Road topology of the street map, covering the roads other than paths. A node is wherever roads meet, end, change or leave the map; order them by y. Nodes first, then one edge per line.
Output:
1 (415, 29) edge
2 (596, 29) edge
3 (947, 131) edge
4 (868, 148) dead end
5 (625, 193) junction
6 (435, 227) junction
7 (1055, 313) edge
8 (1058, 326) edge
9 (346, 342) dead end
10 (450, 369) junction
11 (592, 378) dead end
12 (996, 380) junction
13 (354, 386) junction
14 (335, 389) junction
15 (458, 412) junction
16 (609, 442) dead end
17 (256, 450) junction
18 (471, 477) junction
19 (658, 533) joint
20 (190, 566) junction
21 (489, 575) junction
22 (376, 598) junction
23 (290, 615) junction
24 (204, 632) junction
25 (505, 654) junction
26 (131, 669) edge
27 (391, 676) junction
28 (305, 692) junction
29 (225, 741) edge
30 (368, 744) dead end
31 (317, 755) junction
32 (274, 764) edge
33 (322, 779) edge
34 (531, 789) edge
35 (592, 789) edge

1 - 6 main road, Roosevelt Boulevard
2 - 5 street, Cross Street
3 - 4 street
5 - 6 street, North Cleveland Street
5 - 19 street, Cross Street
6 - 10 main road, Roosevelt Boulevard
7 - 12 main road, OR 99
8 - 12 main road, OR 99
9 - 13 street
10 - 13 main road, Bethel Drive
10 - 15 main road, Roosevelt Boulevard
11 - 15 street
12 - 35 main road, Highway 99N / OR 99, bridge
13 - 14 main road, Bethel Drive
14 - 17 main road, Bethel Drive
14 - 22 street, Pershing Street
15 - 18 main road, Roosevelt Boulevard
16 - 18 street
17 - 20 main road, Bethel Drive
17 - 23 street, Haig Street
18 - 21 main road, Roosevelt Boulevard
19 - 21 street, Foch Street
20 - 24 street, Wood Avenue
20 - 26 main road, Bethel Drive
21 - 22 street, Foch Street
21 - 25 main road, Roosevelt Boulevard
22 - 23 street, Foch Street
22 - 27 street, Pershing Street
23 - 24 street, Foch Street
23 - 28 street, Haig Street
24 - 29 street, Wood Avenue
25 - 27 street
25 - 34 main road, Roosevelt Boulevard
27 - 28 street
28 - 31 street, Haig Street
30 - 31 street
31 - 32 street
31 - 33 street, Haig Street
▬▬▬▬▬▬▬▬▬▬
EXERCISE REQUIREMENTS: From the listing above, copy all lines holding the word "Bethel".

OUTPUT BELOW:
10 - 13 main road, Bethel Drive
13 - 14 main road, Bethel Drive
14 - 17 main road, Bethel Drive
17 - 20 main road, Bethel Drive
20 - 26 main road, Bethel Drive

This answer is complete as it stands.